2015 erfolgte die Auslieferung der Anlage an NCC. Seitdem produziert die LFI-Anlage mit passendem Shuttle-Formenträger, Barrier-Coat-Sprühmaschine, Mischkopf, 2K-Farbsprühmaschine und LFI-Prototypenwerkzeug erfolgreich. Im ersten Verfahrensschritt erfolgt das Aufsprühen des Primers, im zweiten das Aufsprühen der Polyurethan-Barriereschicht. „Der Sprühmischkopf Rimstar Compact von Krauss Maffei sorgt an dieser Stelle für eine konstante Temperaturführung und unterstützt damit die hervorragende Oberflächenqualität”, so Hinz. Im dritten Schritt kommt dann die LFI-Technologie zum Einsatz. Hierbei werden die Glasfaserstränge vom Roving und die entsprechenden Polyurethan-Komponenten in einem einzigen Arbeitsschritt robotergesteuert simultan ins offene Werkzeug eingetragen. Dabei verbinden sich die Glasfasern mit der Trägermatrix zu einem hochfesten Verbund. Mattenzuschnitt und die Preformfertigung und damit zusätzlichen Kosten entfallen. „Auch im Vergleich zum SMC-Verfahren (Sheet Mold Compounding) oder dem DCPD-Prozess (Dicyclopentadien), die beim Kunden ebenfalls zur Diskussion standen, bietet das LFI-Verfahren deutliche Kosteneinsparungen”, ergänzt Hinz.
In punkto Bauteilgewicht punktet das LFI-Verfahren im Vergleich zum SMC mit einer bis zu 55 % niedrigen Dichte. Weitere Vorteile des LFI-Verfahrens sind die hohen Faservolumengehalte von bis zu 50 %, die eine hohe Festigkeit garantieren, sowie die hohe Flexibilität bei der Auswahl der Faserlängen, die eine große Bandbreite bei der Bauteilgestaltung, zum Beispiel von Rippen oder Funktionsintegration, erlaubt.
Im letzten Schritt erfolgt dann das Formpressen und die Reaktion im geschlossenen Werkzeug. Anschließend werden die fertigen Bauteile herausgenommen und stehen nun sofort für die weitere Klarlackbeschichtung oder finale individuelle Lackierung bereit. Eine Zwischen- oder weitere Vorbehandlung ist nicht mehr notwendig.

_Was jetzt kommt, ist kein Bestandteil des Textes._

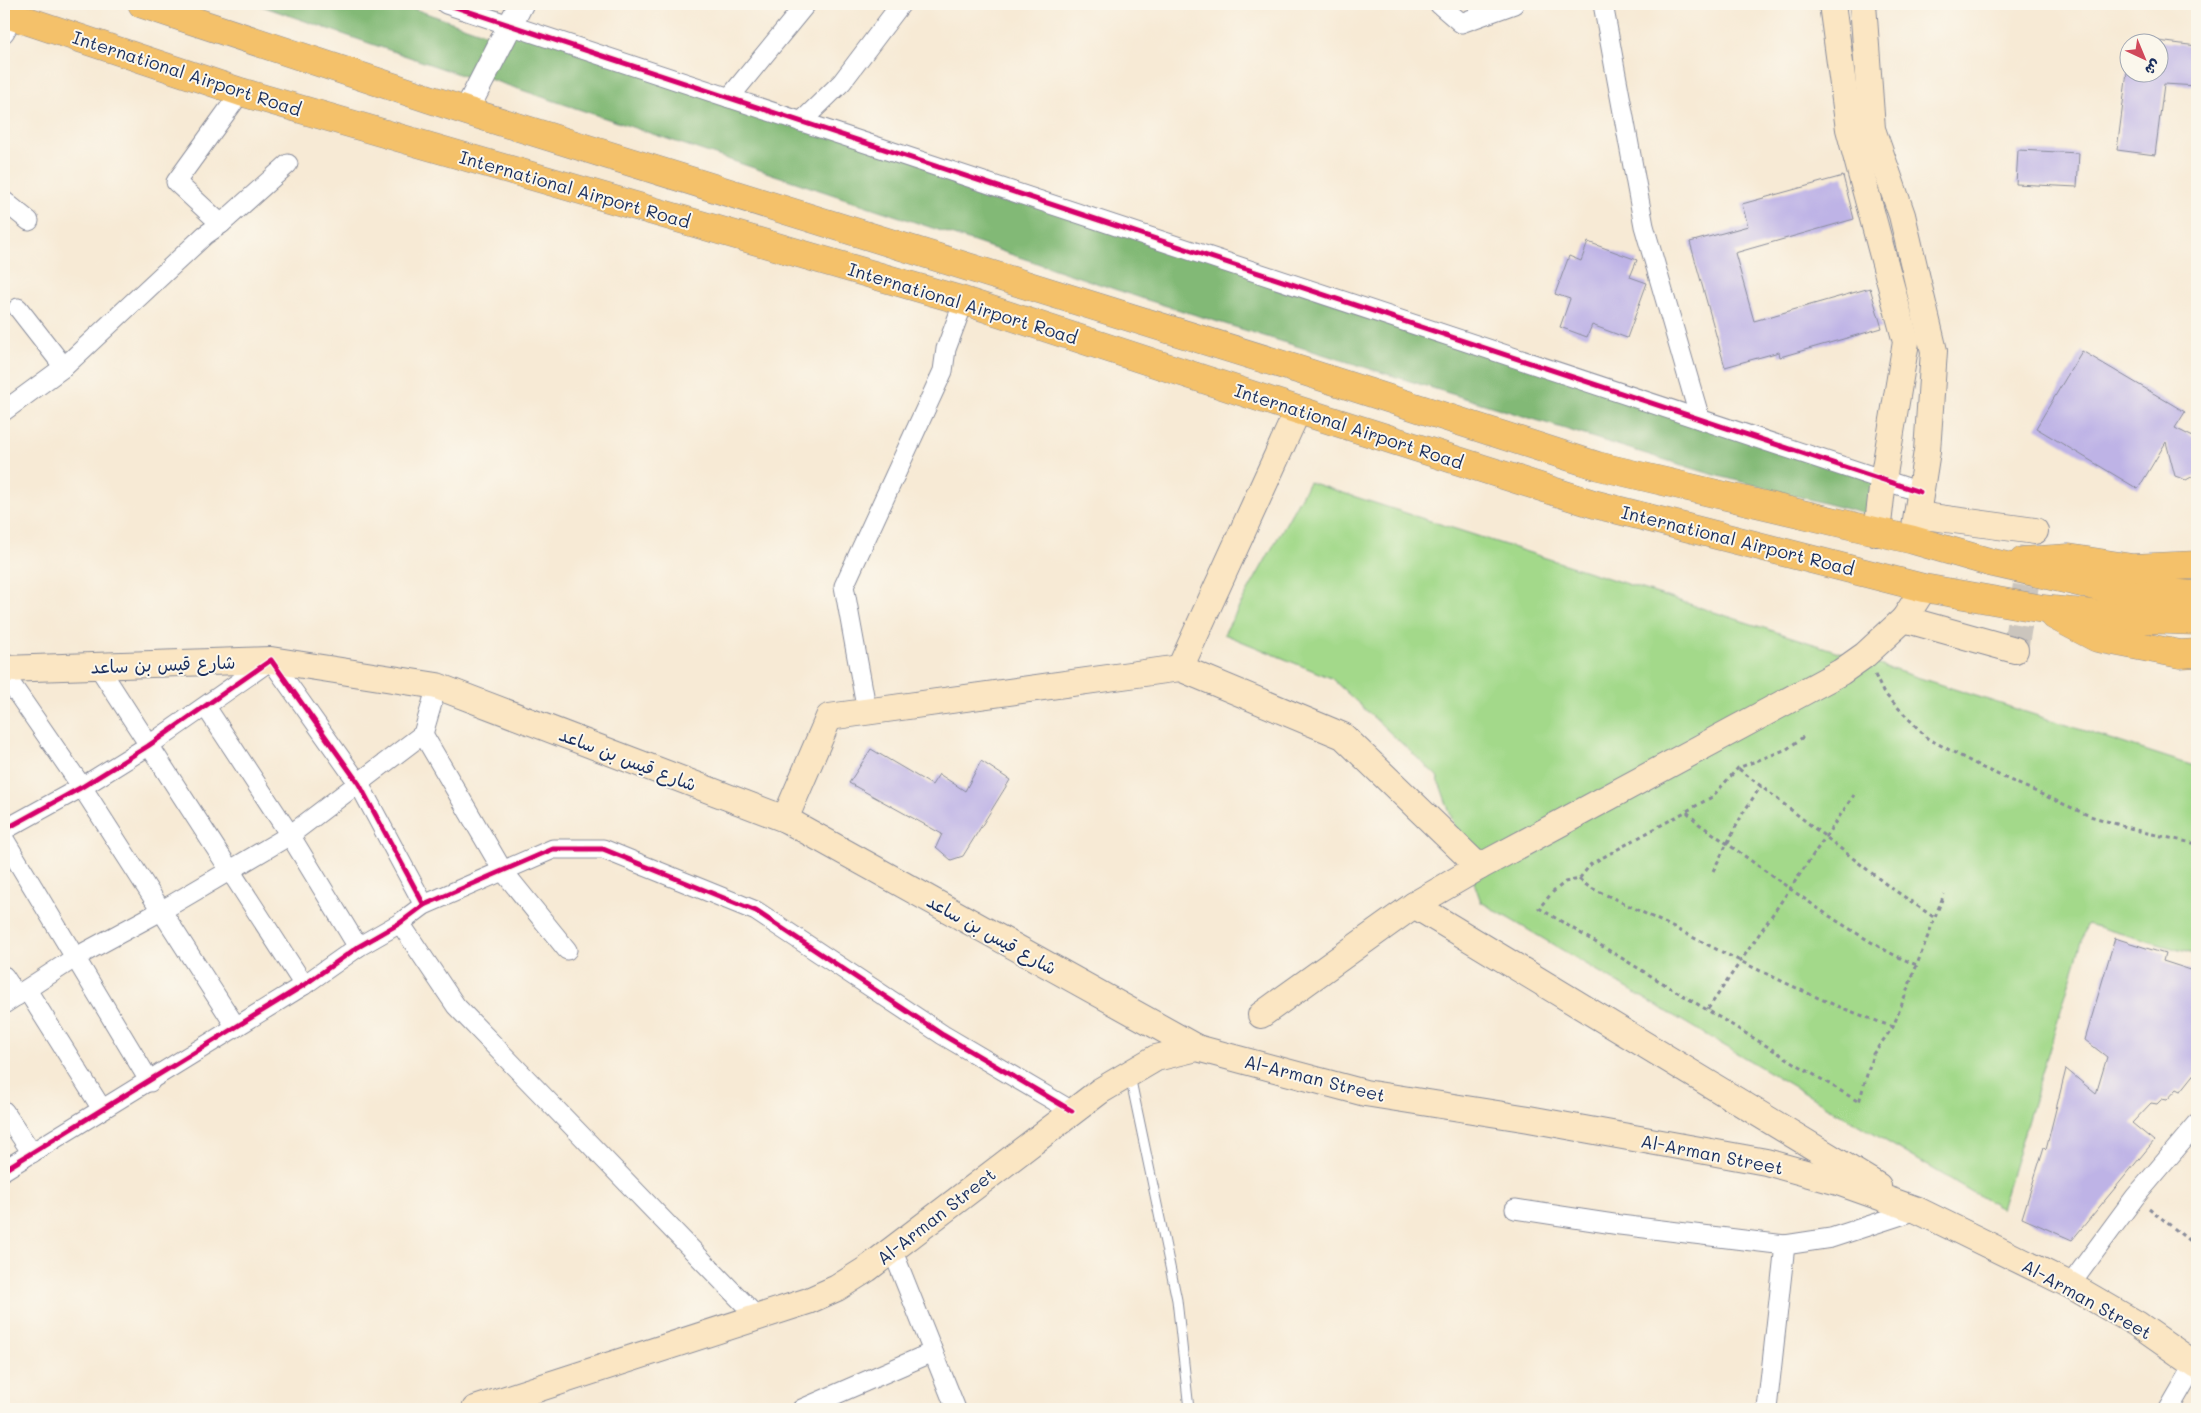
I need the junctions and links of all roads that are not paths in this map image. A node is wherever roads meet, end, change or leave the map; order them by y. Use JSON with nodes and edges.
{"nodes":[{"id":1,"x":142,"y":4,"type":"edge"},
{"id":2,"x":446,"y":4,"type":"edge"},
{"id":3,"x":521,"y":4,"type":"edge"},
{"id":4,"x":806,"y":4,"type":"edge"},
{"id":5,"x":901,"y":4,"type":"edge"},
{"id":6,"x":1439,"y":4,"type":"edge"},
{"id":7,"x":1514,"y":4,"type":"edge"},
{"id":8,"x":1603,"y":4,"type":"edge"},
{"id":9,"x":1832,"y":4,"type":"edge"},
{"id":10,"x":1862,"y":4,"type":"edge"},
{"id":11,"x":7,"y":21,"type":"edge"},
{"id":12,"x":510,"y":26,"type":"junction"},
{"id":13,"x":241,"y":92,"type":"junction"},
{"id":14,"x":729,"y":98,"type":"junction"},
{"id":15,"x":466,"y":111,"type":"junction"},
{"id":16,"x":802,"y":122,"type":"junction"},
{"id":17,"x":288,"y":164,"type":"dead end"},
{"id":18,"x":4,"y":201,"type":"edge"},
{"id":19,"x":29,"y":221,"type":"dead end"},
{"id":20,"x":221,"y":224,"type":"junction"},
{"id":21,"x":964,"y":301,"type":"junction"},
{"id":22,"x":18,"y":308,"type":"dead end"},
{"id":23,"x":64,"y":366,"type":"junction"},
{"id":24,"x":1298,"y":410,"type":"junction"},
{"id":25,"x":4,"y":411,"type":"edge"},
{"id":26,"x":1700,"y":419,"type":"junction"},
{"id":27,"x":1883,"y":480,"type":"junction"},
{"id":28,"x":1917,"y":516,"type":"junction"},
{"id":29,"x":2035,"y":532,"type":"dead end"},
{"id":30,"x":1878,"y":533,"type":"junction"},
{"id":31,"x":1989,"y":562,"type":"junction"},
{"id":32,"x":2197,"y":565,"type":"edge"},
{"id":33,"x":1924,"y":588,"type":"junction"},
{"id":34,"x":2197,"y":595,"type":"edge"},
{"id":35,"x":2043,"y":609,"type":"junction"},
{"id":36,"x":1904,"y":619,"type":"junction"},
{"id":37,"x":2197,"y":621,"type":"edge"},
{"id":38,"x":2015,"y":650,"type":"dead end"},
{"id":39,"x":2197,"y":653,"type":"edge"},
{"id":40,"x":271,"y":660,"type":"junction"},
{"id":41,"x":98,"y":666,"type":"junction"},
{"id":42,"x":1180,"y":668,"type":"junction"},
{"id":43,"x":4,"y":669,"type":"edge"},
{"id":44,"x":4,"y":674,"type":"edge"},
{"id":45,"x":437,"y":686,"type":"junction"},
{"id":46,"x":206,"y":707,"type":"junction"},
{"id":47,"x":867,"y":712,"type":"junction"},
{"id":48,"x":423,"y":734,"type":"junction"},
{"id":49,"x":148,"y":746,"type":"junction"},
{"id":50,"x":359,"y":784,"type":"junction"},
{"id":51,"x":82,"y":786,"type":"junction"},
{"id":52,"x":785,"y":819,"type":"junction"},
{"id":53,"x":4,"y":830,"type":"edge"},
{"id":54,"x":290,"y":835,"type":"junction"},
{"id":55,"x":4,"y":839,"type":"edge"},
{"id":56,"x":1479,"y":867,"type":"junction"},
{"id":57,"x":229,"y":871,"type":"junction"},
{"id":58,"x":503,"y":871,"type":"junction"},
{"id":59,"x":424,"y":905,"type":"junction"},
{"id":60,"x":1414,"y":905,"type":"junction"},
{"id":61,"x":161,"y":911,"type":"junction"},
{"id":62,"x":400,"y":923,"type":"junction"},
{"id":63,"x":358,"y":947,"type":"junction"},
{"id":64,"x":567,"y":950,"type":"dead end"},
{"id":65,"x":76,"y":957,"type":"junction"},
{"id":66,"x":4,"y":976,"type":"edge"},
{"id":67,"x":304,"y":985,"type":"junction"},
{"id":68,"x":16,"y":997,"type":"edge"},
{"id":69,"x":1262,"y":1015,"type":"dead end"},
{"id":70,"x":236,"y":1027,"type":"junction"},
{"id":71,"x":1197,"y":1048,"type":"junction"},
{"id":72,"x":1130,"y":1073,"type":"junction"},
{"id":73,"x":150,"y":1082,"type":"junction"},
{"id":74,"x":102,"y":1109,"type":"junction"},
{"id":75,"x":4,"y":1111,"type":"edge"},
{"id":76,"x":1072,"y":1111,"type":"junction"},
{"id":77,"x":2197,"y":1124,"type":"edge"},
{"id":78,"x":1780,"y":1126,"type":"junction"},
{"id":79,"x":32,"y":1153,"type":"junction"},
{"id":80,"x":1766,"y":1162,"type":"junction"},
{"id":81,"x":4,"y":1170,"type":"edge"},
{"id":82,"x":1515,"y":1209,"type":"dead end"},
{"id":83,"x":1917,"y":1210,"type":"junction"},
{"id":84,"x":1785,"y":1246,"type":"junction"},
{"id":85,"x":892,"y":1250,"type":"junction"},
{"id":86,"x":2070,"y":1285,"type":"junction"},
{"id":87,"x":758,"y":1318,"type":"junction"},
{"id":88,"x":933,"y":1352,"type":"junction"},
{"id":89,"x":2196,"y":1365,"type":"edge"},
{"id":90,"x":475,"y":1409,"type":"edge"},
{"id":91,"x":802,"y":1409,"type":"edge"},
{"id":92,"x":956,"y":1409,"type":"edge"},
{"id":93,"x":1189,"y":1409,"type":"edge"},
{"id":94,"x":1767,"y":1409,"type":"edge"},
{"id":95,"x":2169,"y":1409,"type":"edge"}],
"edges":[{"from":1,"to":15,"type":"highway","name":"International Airport Road"},
{"from":2,"to":12,"type":"street"},
{"from":3,"to":12,"type":"street"},
{"from":4,"to":14,"type":"street"},
{"from":5,"to":16,"type":"street"},
{"from":6,"to":7,"type":"street"},
{"from":8,"to":26,"type":"street"},
{"from":9,"to":27,"type":"main road"},
{"from":10,"to":28,"type":"main road"},
{"from":11,"to":13,"type":"highway","name":"International Airport Road"},
{"from":12,"to":14,"type":"street"},
{"from":12,"to":15,"type":"street"},
{"from":13,"to":20,"type":"street"},
{"from":13,"to":21,"type":"highway","name":"International Airport Road"},
{"from":14,"to":16,"type":"street"},
{"from":15,"to":30,"type":"highway","name":"International Airport Road"},
{"from":16,"to":26,"type":"street"},
{"from":17,"to":20,"type":"street"},
{"from":18,"to":19,"type":"street"},
{"from":20,"to":23,"type":"street"},
{"from":21,"to":24,"type":"highway","name":"International Airport Road"},
{"from":21,"to":47,"type":"street"},
{"from":22,"to":23,"type":"street"},
{"from":23,"to":25,"type":"street"},
{"from":24,"to":33,"type":"highway","name":"International Airport Road"},
{"from":24,"to":42,"type":"main road"},
{"from":26,"to":27,"type":"street"},
{"from":27,"to":28,"type":"street"},
{"from":27,"to":30,"type":"main road"},
{"from":28,"to":29,"type":"main road"},
{"from":28,"to":30,"type":"highway","name":"International Airport Road"},
{"from":28,"to":31,"type":"highway","name":"International Airport Road"},
{"from":31,"to":32,"type":"highway"},
{"from":31,"to":34,"type":"highway","name":"International Airport Road"},
{"from":33,"to":35,"type":"highway","name":"International Airport Road"},
{"from":33,"to":36,"type":"main road"},
{"from":35,"to":37,"type":"highway"},
{"from":35,"to":39,"type":"highway"},
{"from":36,"to":38,"type":"main road"},
{"from":36,"to":56,"type":"main road"},
{"from":40,"to":41,"type":"main road","name":"شارع قيس بن ساعد"},
{"from":40,"to":45,"type":"main road","name":"شارع قيس بن ساعد"},
{"from":40,"to":46,"type":"street"},
{"from":40,"to":50,"type":"street"},
{"from":41,"to":43,"type":"main road","name":"شارع قيس بن ساعد"},
{"from":41,"to":49,"type":"street"},
{"from":42,"to":47,"type":"main road"},
{"from":42,"to":56,"type":"main road"},
{"from":44,"to":51,"type":"street"},
{"from":45,"to":48,"type":"street"},
{"from":45,"to":52,"type":"main road","name":"شارع قيس بن ساعد"},
{"from":46,"to":49,"type":"street"},
{"from":46,"to":54,"type":"street"},
{"from":47,"to":52,"type":"main road"},
{"from":48,"to":50,"type":"street"},
{"from":48,"to":58,"type":"street"},
{"from":49,"to":51,"type":"street"},
{"from":49,"to":57,"type":"street"},
{"from":50,"to":54,"type":"street"},
{"from":50,"to":59,"type":"street"},
{"from":51,"to":53,"type":"street"},
{"from":51,"to":61,"type":"street"},
{"from":52,"to":71,"type":"main road","name":"شارع قيس بن ساعد"},
{"from":54,"to":57,"type":"street"},
{"from":54,"to":63,"type":"street"},
{"from":55,"to":65,"type":"street"},
{"from":56,"to":60,"type":"main road"},
{"from":57,"to":61,"type":"street"},
{"from":57,"to":67,"type":"street"},
{"from":58,"to":59,"type":"street"},
{"from":58,"to":64,"type":"street"},
{"from":58,"to":76,"type":"street"},
{"from":59,"to":62,"type":"street"},
{"from":60,"to":69,"type":"main road"},
{"from":60,"to":78,"type":"main road"},
{"from":61,"to":65,"type":"street"},
{"from":61,"to":70,"type":"street"},
{"from":62,"to":63,"type":"street"},
{"from":62,"to":87,"type":"street"},
{"from":63,"to":67,"type":"street"},
{"from":65,"to":68,"type":"street"},
{"from":65,"to":73,"type":"street"},
{"from":66,"to":68,"type":"street"},
{"from":67,"to":70,"type":"street"},
{"from":68,"to":74,"type":"street"},
{"from":70,"to":73,"type":"street"},
{"from":71,"to":72,"type":"main road","name":"Al-Arman Street"},
{"from":71,"to":80,"type":"main road","name":"Al-Arman Street"},
{"from":72,"to":76,"type":"main road","name":"Al-Arman Street"},
{"from":72,"to":93,"type":"lane"},
{"from":73,"to":74,"type":"street"},
{"from":74,"to":79,"type":"street"},
{"from":75,"to":79,"type":"street"},
{"from":76,"to":85,"type":"main road","name":"Al-Arman Street"},
{"from":77,"to":86,"type":"street"},
{"from":78,"to":80,"type":"main road"},
{"from":78,"to":83,"type":"main road"},
{"from":79,"to":81,"type":"street"},
{"from":80,"to":83,"type":"main road","name":"Al-Arman Street"},
{"from":82,"to":84,"type":"street"},
{"from":83,"to":84,"type":"street"},
{"from":83,"to":86,"type":"main road","name":"Al-Arman Street"},
{"from":84,"to":94,"type":"street"},
{"from":85,"to":87,"type":"main road","name":"Al-Arman Street"},
{"from":85,"to":88,"type":"street"},
{"from":86,"to":89,"type":"main road","name":"Al-Arman Street"},
{"from":87,"to":90,"type":"main road","name":"Al-Arman Street"},
{"from":88,"to":91,"type":"street"},
{"from":88,"to":92,"type":"street"},
{"from":89,"to":95,"type":"street"}]}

Die von Krauss Maffei entwickelte Systemlösung bei NCC ist zudem für weitere Verfahren des Inmold-Coatings von Krauss Maffei ausgelegt. So zum Beispiel für das Inmold-Painting, bei dem der finale Lack bereits im ersten Schritt ins offene Werkzeug eingetragen wird. Das Sprühsystem kann dabei aus ein oder zwei Komponenten bestehen. „Mit dieser Verfahrensvielfalt bieten wir unserem Kunden maximale Flexibilität in der Farb- und Oberflächenauswahl – und das zu einfachen, kostenoptimierten Prozessen”, resümiert Hinz.
NCC und das preisgekrönte Buskonzept
Das 2011 gegründete Nanotechnology Centre of Composites (NCC) hat sich auf die Entwicklung seriennaher Prototypen aus faserverstärkten Kunststoffen und anderen Leichtbaumaterialien spezialisiert. Die Partner aus der Industrie kommen vor allem aus der Automobilindustrie, dem Transport- und Bauwesen sowie der Freizeit- und Unterhaltungsindustrie. Jüngstes Projekt ist die Entwicklung einer modularen, selbsttragenden Buskarosserie aus Verbundwerkstoffen, die im Auftrag der ungarischen Evopro Group realisiert wurde. Neben dem geringen Gewicht und der Korrosionsfestigkeit besteht der Vorteil darin, dass die Karosserieblöcke zur Schaffung modulierbarer Fahrzeuge individuell zusammengestellt werden können. Daher ist die Produktion in großen Serien für unterschiedliche Verwendungszwecke möglich. Ein neuer Ansatz, der nicht nur die Jury des diesjährigen JEC Innovation Awards, sondern auch die Budapester Verkehrsbetriebe überzeugt hat. Seit März 2016 fahren Elektrobusse auf den Straßen der ungarischen Hauptstadt mit diesem Konzept.